Our /etc/ipfw.rules might look like this (see ipfw(8)):
add="ipfw -q add"
ipfw -q -f flush
pubip="10.0.1.55"
$add 10 pass all from any to any via lo0
$add 20 deny all from any to 127.0.0.0/8
$add 30 deny ip from 127.0.0.0/8 to any
$add 40 deny ip from any to ::1
$add 50 deny ip from ::1 to any
$add 100 pass tcp from any to any established
$add 110 pass all from any to any frag
$add 1000 pass tcp from any to $pubip 22 keep-state
$add 1200 pass tcp from any to any 80 out keep-state
$add 1300 pass tcp from any to any 443 out keep-state
$add 2000 pass udp from me to any 53 keep-state
$add 2050 pass tcp from me to any 53 keep-state
$add 2100 pass udp from me to any 123 keep-state
$add 2200 pass tcp from me to any 25
$add 65000 deny all from any to any
(We may want to use specific networks for some of these, particularly the rules for ssh and smtp.)
Restart ipfw and load the new rules like:
# service ipfw restart
We check the rules with:
# ipfw list
We may want to throttle logging by adding this to /etc/sysctl.conf:
net.inet.ip.fw.verbose_limit=5
Add our client key to ~/.ssh/authorized_keys.
Make sure root logins are disabled in /etc/ssh/sshd_config:
PermitRootLogin no
We don’t want password-only authentication.

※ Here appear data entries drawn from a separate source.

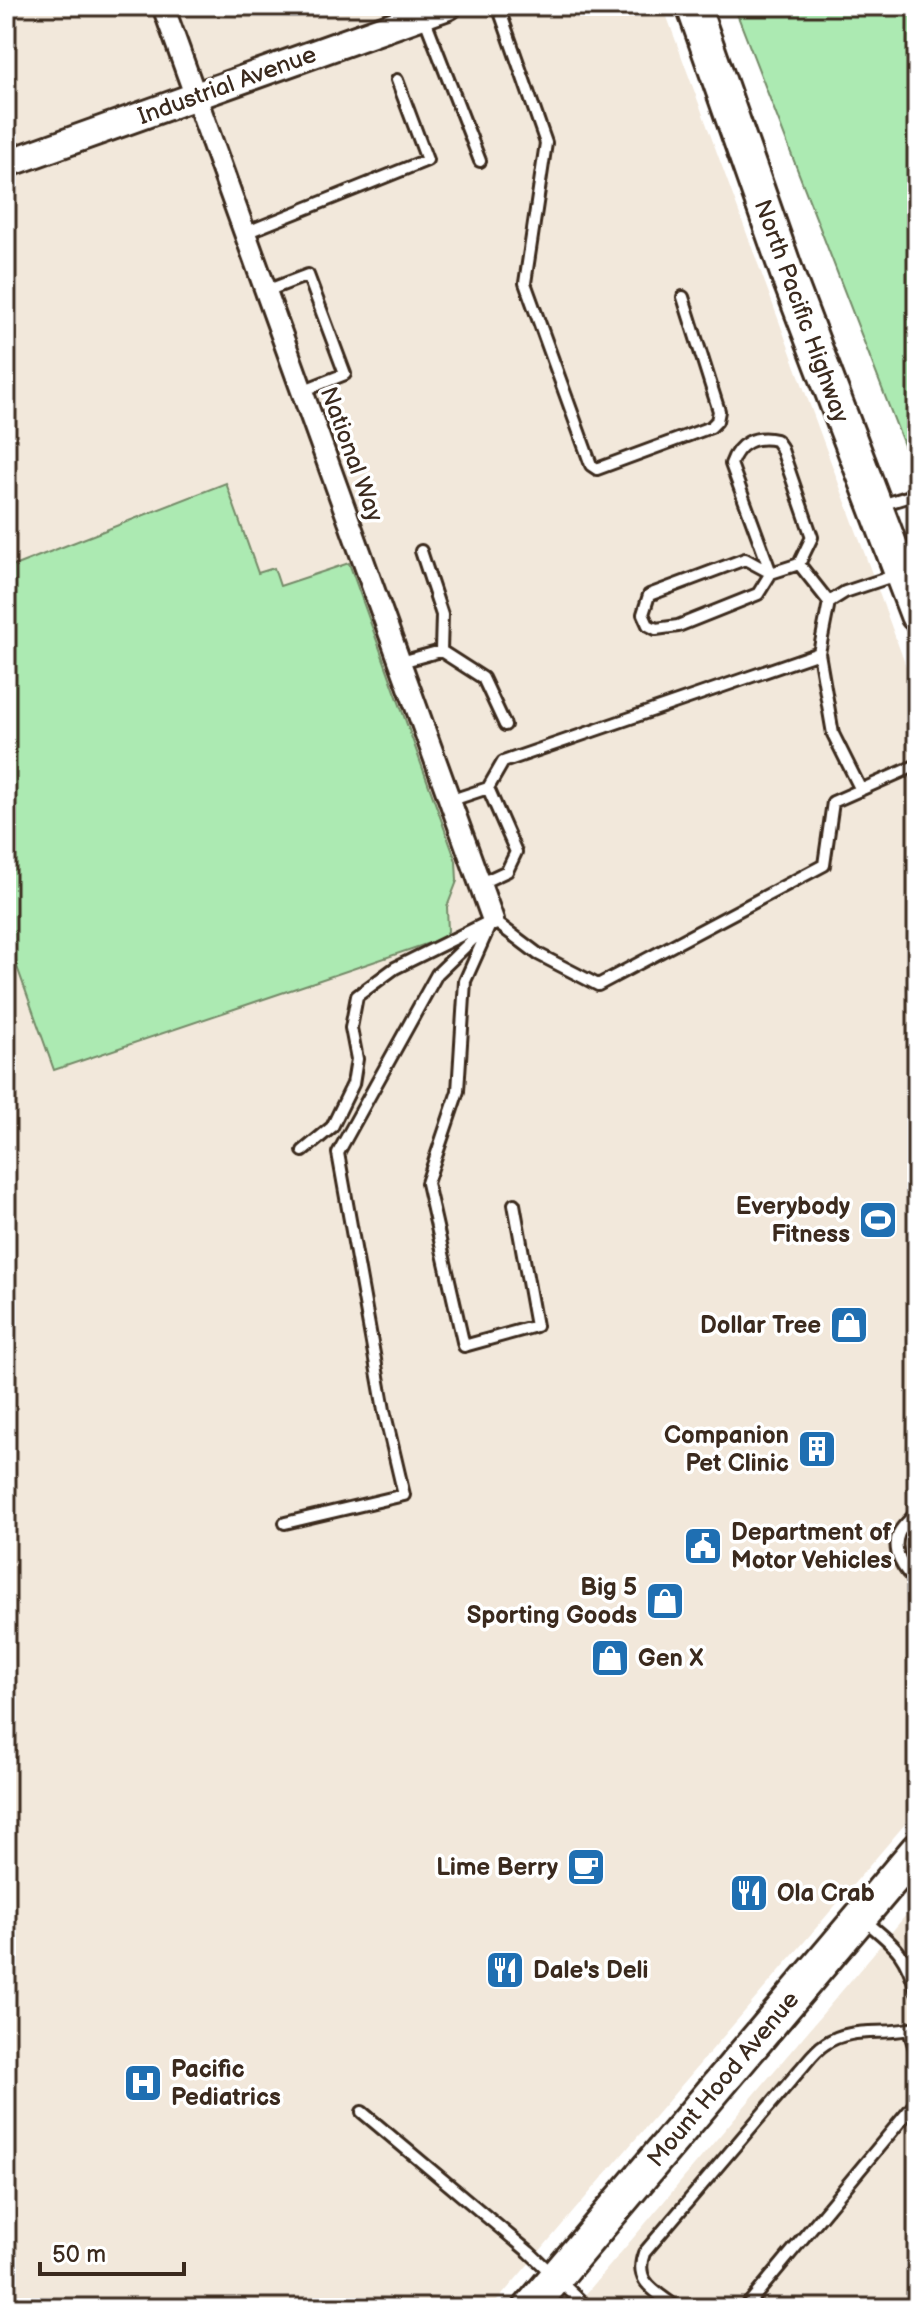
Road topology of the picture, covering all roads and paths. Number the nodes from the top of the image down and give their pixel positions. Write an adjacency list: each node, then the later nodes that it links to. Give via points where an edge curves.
1 (163, 6): 7 (street, National Way)
2 (448, 6): 5 (street, Industrial Avenue)
3 (498, 6): 12 (lane, via 546,143 525,283 591,465 597,469 717,421 719,411)
4 (693, 6): 15 (main road, North Pacific Highway)
5 (423, 15): 7 (street, Industrial Avenue); 8 (lane)
6 (397, 80): 10 (lane, via 427,160)
7 (196, 97): 9 (street, Industrial Avenue); 10 (street, National Way)
8 (480, 161)
9 (6, 164)
10 (245, 233): 11 (street, National Way)
11 (266, 291): 13 (street, National Way); 13 (lane, via 308,275 345,374)
12 (683, 297)
13 (302, 391): 24 (street, National Way)
14 (917, 494): 15 (lane)
15 (875, 506): 19 (main road, North Pacific Highway)
16 (421, 551): 22 (lane, via 442,615)
17 (799, 564): 18 (lane); 18 (lane, via 812,537 781,447 776,440 758,438 742,446 731,464); 20 (lane)
18 (771, 573): 18 (lane, via 758,594 678,626 656,629 643,614 649,595 745,559)
19 (901, 573): 20 (lane); 21 (main road, North Pacific Highway)
20 (829, 602): 23 (lane)
21 (917, 615)
22 (441, 651): 24 (lane); 25 (lane, via 483,678)
23 (819, 653): 27 (lane, via 503,762); 28 (lane, via 833,734)
24 (401, 662): 29 (street, National Way)
25 (505, 725)
26 (917, 765): 28 (lane)
27 (488, 788): 29 (lane); 30 (lane, via 516,852 507,871)
28 (861, 790): 31 (lane, via 833,802 824,865 598,985 538,954)
29 (449, 801): 30 (street, National Way)
30 (479, 884): 31 (street, National Way)
31 (493, 920): 32 (lane, via 395,968 357,996 351,1028 357,1059 353,1084 332,1127); 33 (lane, via 465,981 458,1091 427,1183 464,1346 536,1326); 37 (lane, via 437,974 338,1153 404,1495)
32 (303, 1151)
33 (514, 1204)
34 (6, 1259): 35 (lane)
35 (6, 1273)
36 (917, 1512): 38 (lane, via 899,1533 897,1548 902,1567)
37 (285, 1523)
38 (917, 1582)
39 (917, 1850): 40 (main road, Mount Hood Avenue)
40 (860, 1917): 41 (lane, via 902,1954); 46 (main road, Mount Hood Avenue)
41 (917, 1992)
42 (913, 2028): 43 (lane); 49 (lane, via 848,2033 824,2044 644,2253 639,2266 643,2280)
43 (917, 2055)
44 (917, 2101): 50 (lane)
45 (362, 2112): 46 (lane)
46 (555, 2277): 47 (main road, Mount Hood Avenue); 48 (lane)
47 (530, 2308)
48 (588, 2308)
49 (677, 2308)
50 (745, 2308)

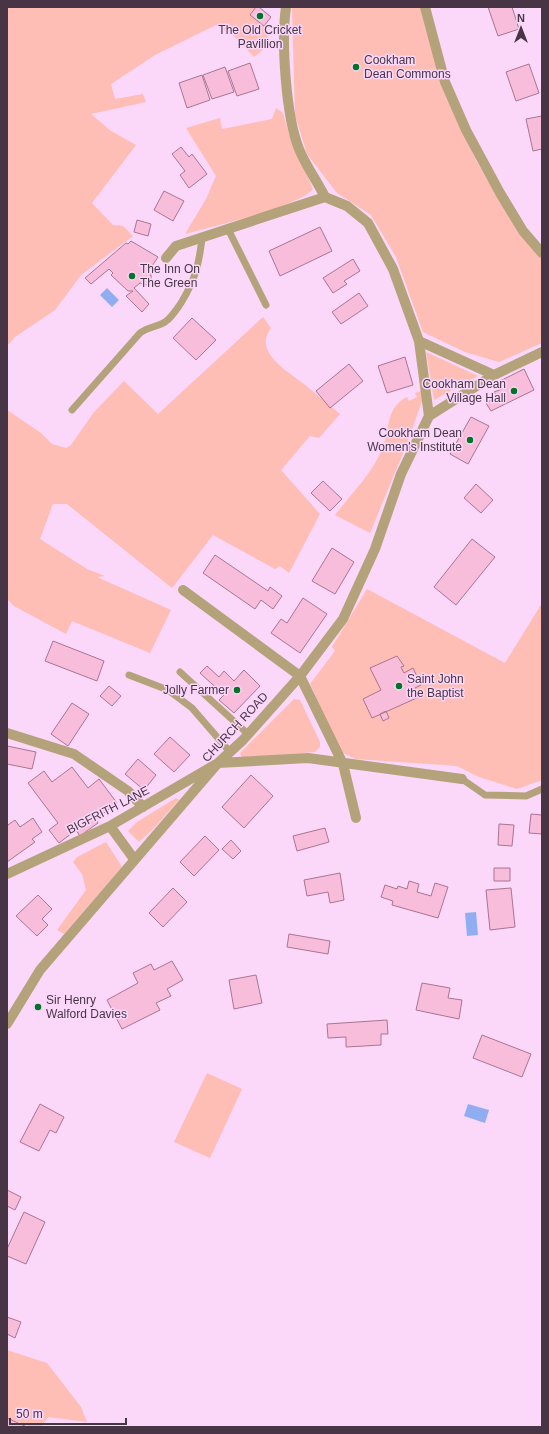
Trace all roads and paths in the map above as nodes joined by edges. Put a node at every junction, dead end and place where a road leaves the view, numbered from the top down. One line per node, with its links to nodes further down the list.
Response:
1 (286, 7): 3 (street)
2 (425, 7): 6 (street)
3 (325, 197): 4 (street); 9 (street)
4 (228, 229): 5 (street); 8 (lane)
5 (202, 238): 7 (street); 12 (lane)
6 (542, 253)
7 (166, 258)
8 (266, 305)
9 (420, 341): 11 (street); 13 (street)
10 (542, 352): 11 (street)
11 (494, 374): 13 (street)
12 (72, 410)
13 (430, 416): 17 (street, CHURCH ROAD)
14 (183, 590): 17 (street)
15 (180, 672): 19 (lane)
16 (129, 675): 20 (lane)
17 (300, 676): 19 (street, CHURCH ROAD); 22 (street)
18 (7, 733): 25 (street)
19 (248, 734): 20 (street, CHURCH ROAD)
20 (230, 752): 21 (street, CHURCH ROAD)
21 (218, 763): 22 (street); 25 (street, BIGFRITH LANE); 28 (street, CHURCH ROAD)
22 (343, 764): 23 (street); 26 (street)
23 (462, 779): 24 (lane)
24 (542, 790)
25 (143, 807): 27 (street, BIGFRITH LANE)
26 (356, 818)
27 (110, 826): 28 (street); 29 (street, BIGFRITH LANE)
28 (134, 859): 30 (street, CHURCH ROAD)
29 (7, 874)
30 (7, 1024)

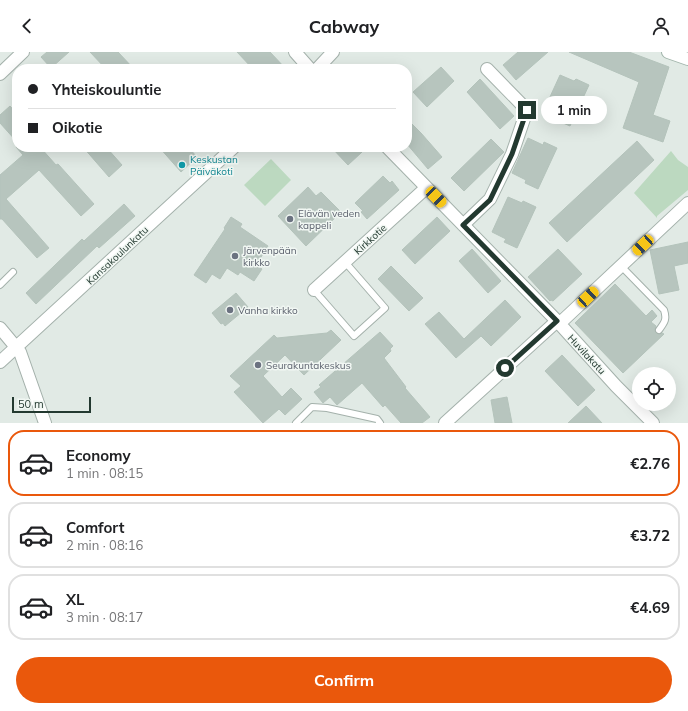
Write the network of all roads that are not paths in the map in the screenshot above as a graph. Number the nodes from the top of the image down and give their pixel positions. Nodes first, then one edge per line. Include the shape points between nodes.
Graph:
1 (23, 52) edge
2 (295, 52) edge
3 (333, 52) edge
4 (668, 52) edge
5 (688, 59) edge
6 (306, 64) edge
7 (322, 64) edge
8 (487, 70) dead end
9 (0, 74) edge
10 (229, 152) edge
11 (392, 152) edge
12 (426, 188) junction
13 (688, 203) edge
14 (463, 225) junction
15 (345, 262) junction
16 (621, 266) junction
17 (13, 272) dead end
18 (0, 285) edge
19 (314, 290) joint
20 (558, 323) junction
21 (0, 328) edge
22 (659, 330) dead end
23 (16, 347) junction
24 (0, 362) edge
25 (45, 423) edge
26 (296, 423) edge
27 (380, 423) edge
28 (445, 423) edge
29 (653, 423) edge

1 - 9 street
2 - 6 street
3 - 7 street
4 - 5 street
8 - 14 street via 527,110 512,154 490,200
10 - 23 street, Kansakoulunkatu
11 - 12 street, Huvilakatu
12 - 14 street, Huvilakatu
12 - 15 street, Kirkkotie
13 - 16 street
14 - 20 street, Huvilakatu
15 - 19 street, Kirkkotie
15 - 19 lane via 386,308 354,336
16 - 20 street
16 - 22 lane via 664,310 666,318
17 - 18 lane
20 - 28 street
20 - 29 street, Huvilakatu
21 - 23 street
23 - 24 street, Kansakoulunkatu
23 - 25 street
26 - 27 lane via 312,407 377,419

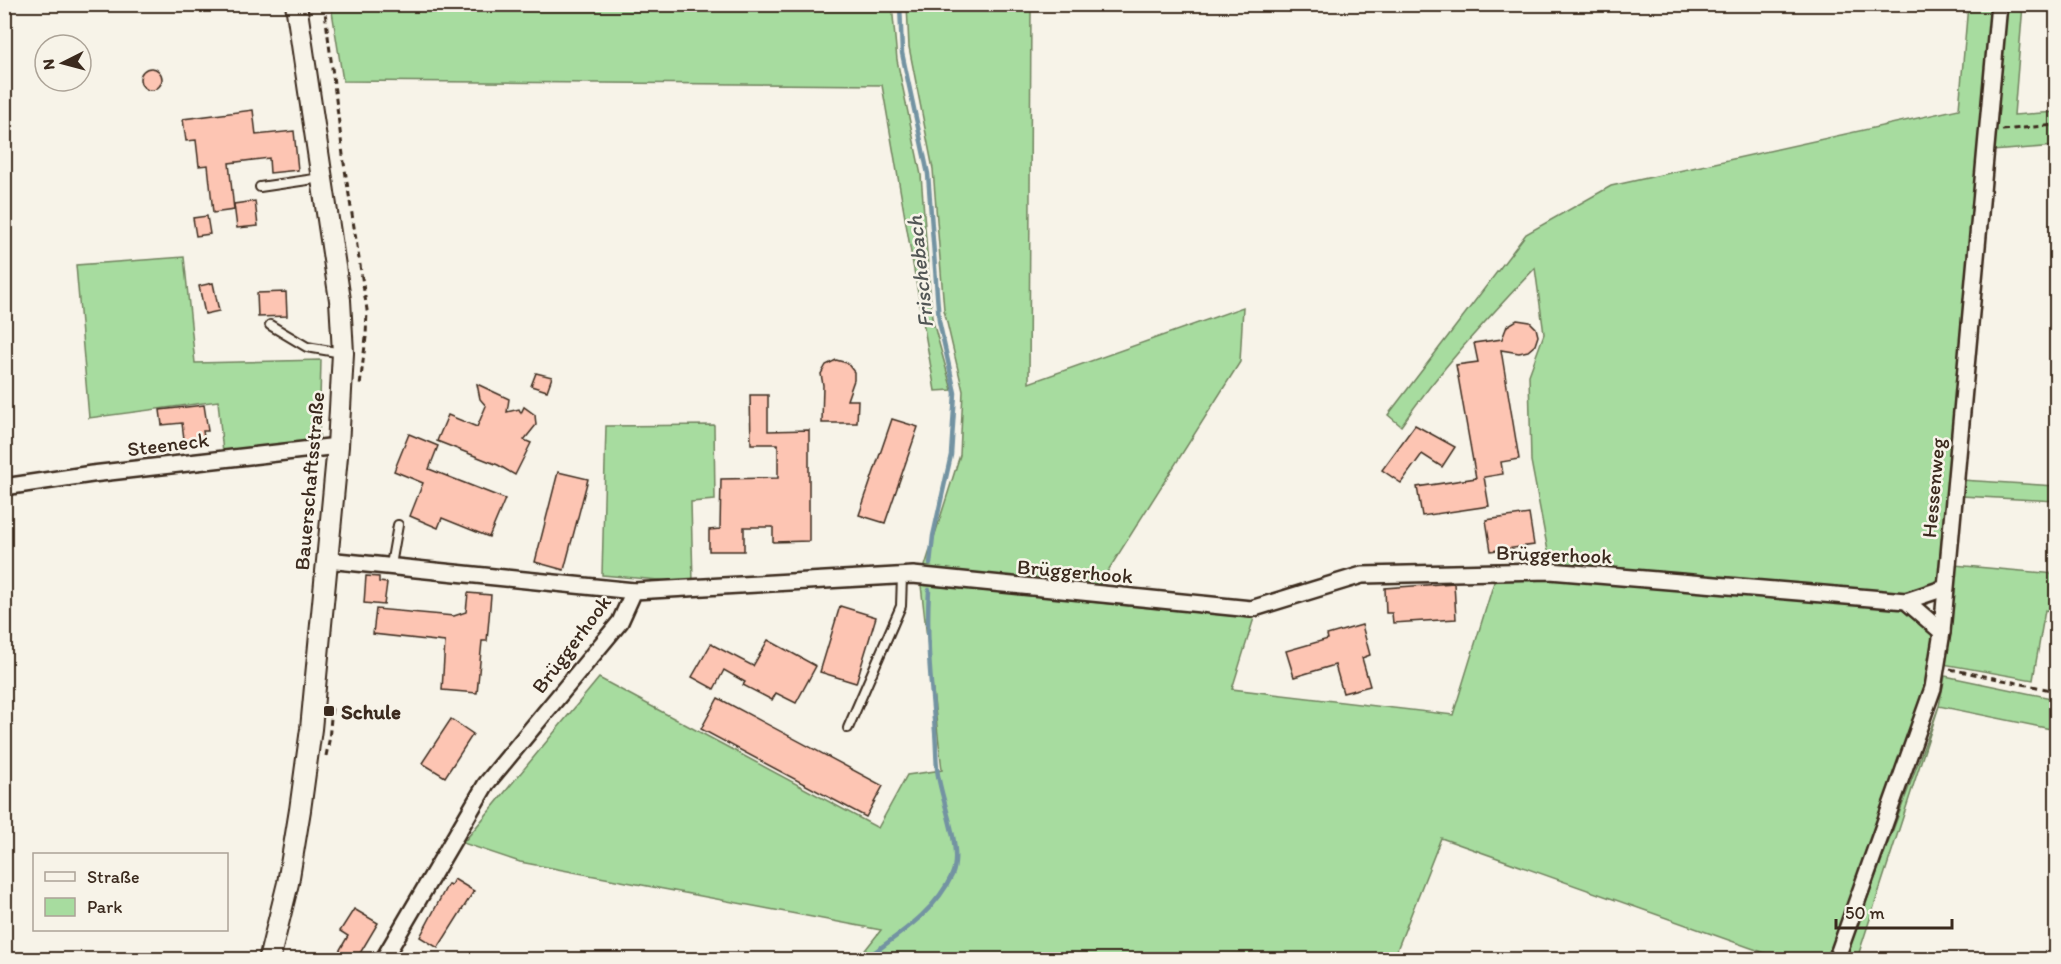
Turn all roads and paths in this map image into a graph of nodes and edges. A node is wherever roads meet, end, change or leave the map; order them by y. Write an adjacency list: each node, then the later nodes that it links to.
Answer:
1 (296, 4): 5 (street, Bauerschaftsstraße)
2 (1999, 4): 4 (street, Hessenweg)
3 (2056, 125): 4 (path)
4 (1987, 132): 15 (street, Hessenweg)
5 (322, 178): 6 (lane); 8 (street, Bauerschaftsstraße)
6 (260, 187)
7 (270, 325): 8 (lane)
8 (343, 353): 9 (street, Bauerschaftsstraße)
9 (338, 446): 10 (street, Steeneck); 12 (street, Bauerschaftsstraße)
10 (4, 487)
11 (398, 525): 13 (lane)
12 (327, 560): 13 (street); 22 (street, Bauerschaftsstraße)
13 (391, 566): 16 (street)
14 (902, 576): 16 (street, Brüggerhook); 17 (street, Brüggerhook); 21 (lane)
15 (1945, 588): 17 (street); 18 (street, Hessenweg)
16 (634, 591): 23 (street, Brüggerhook)
17 (1905, 601): 18 (street)
18 (1942, 632): 19 (street, Hessenweg)
19 (1937, 667): 20 (path); 24 (street, Hessenweg)
20 (2056, 691)
21 (848, 728)
22 (269, 960)
23 (383, 960)
24 (1836, 960)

Use key-based auth or (on newer versions of sshd) key and password. Edit /etc/ssh/sshd_config:
PasswordAuthentication no
or
AuthenticationMethods publickey,password
Restart sshd:
# service sshd restart
We may also want to install sshguard (like fail2ban but with fewer dependencies):
# pkg install sshguard-ipfw
Add to /etc/rc.conf:
sshguard_enable="YES"
Start sshguard:
# service sshguard start
If we did not enable and configure ntp during install, do it now.
Configure the time zone:
# tzsetup
Add this to /etc/rc.conf:
ntpd_enable="YES"
ntpd_sync_on_start="YES"
Start ntpd:
# service ntpd start
https://www.freebsd.org/doc/handbook/mail.html
FreeBSD ships Sendmail. Its default config is reasonable.
If we don’t often log into this box as root, we must send important notifications to another email address that we do read.
Edit /etc/mail/aliases and add:
root: me@example.com
Run newaliases to update the aliases database.
See http://paulgorman.org/technical/freebsd-jails.txt
———————— Personal Preferences ————————
vim-lite sudo tmux git-lite curl
Use tcsh. Here’s a minimal .tcshrc:
set promptchars="%#"
set prompt = "--- %m %h %c %# "
setenv EDITOR vim
setenv VISUAL vim
setenv PAGER less
set autolist
alias l 'ls -FG'
alias la 'ls -FGa'
alias ll 'ls -FGlha'
alias h 'history 60 | sort -k2 | uniq -f2 | sort -bn'
setenv LSCOLORS "gxfxcxdxbxxggdabagacad"
bindkey "^W" backward-delete-word
After installing sudo, do visudo, and uncomment this line:
%wheel ALL=(ALL) NOPASSWD: ALL
Make sure our user account is a member of the wheel group.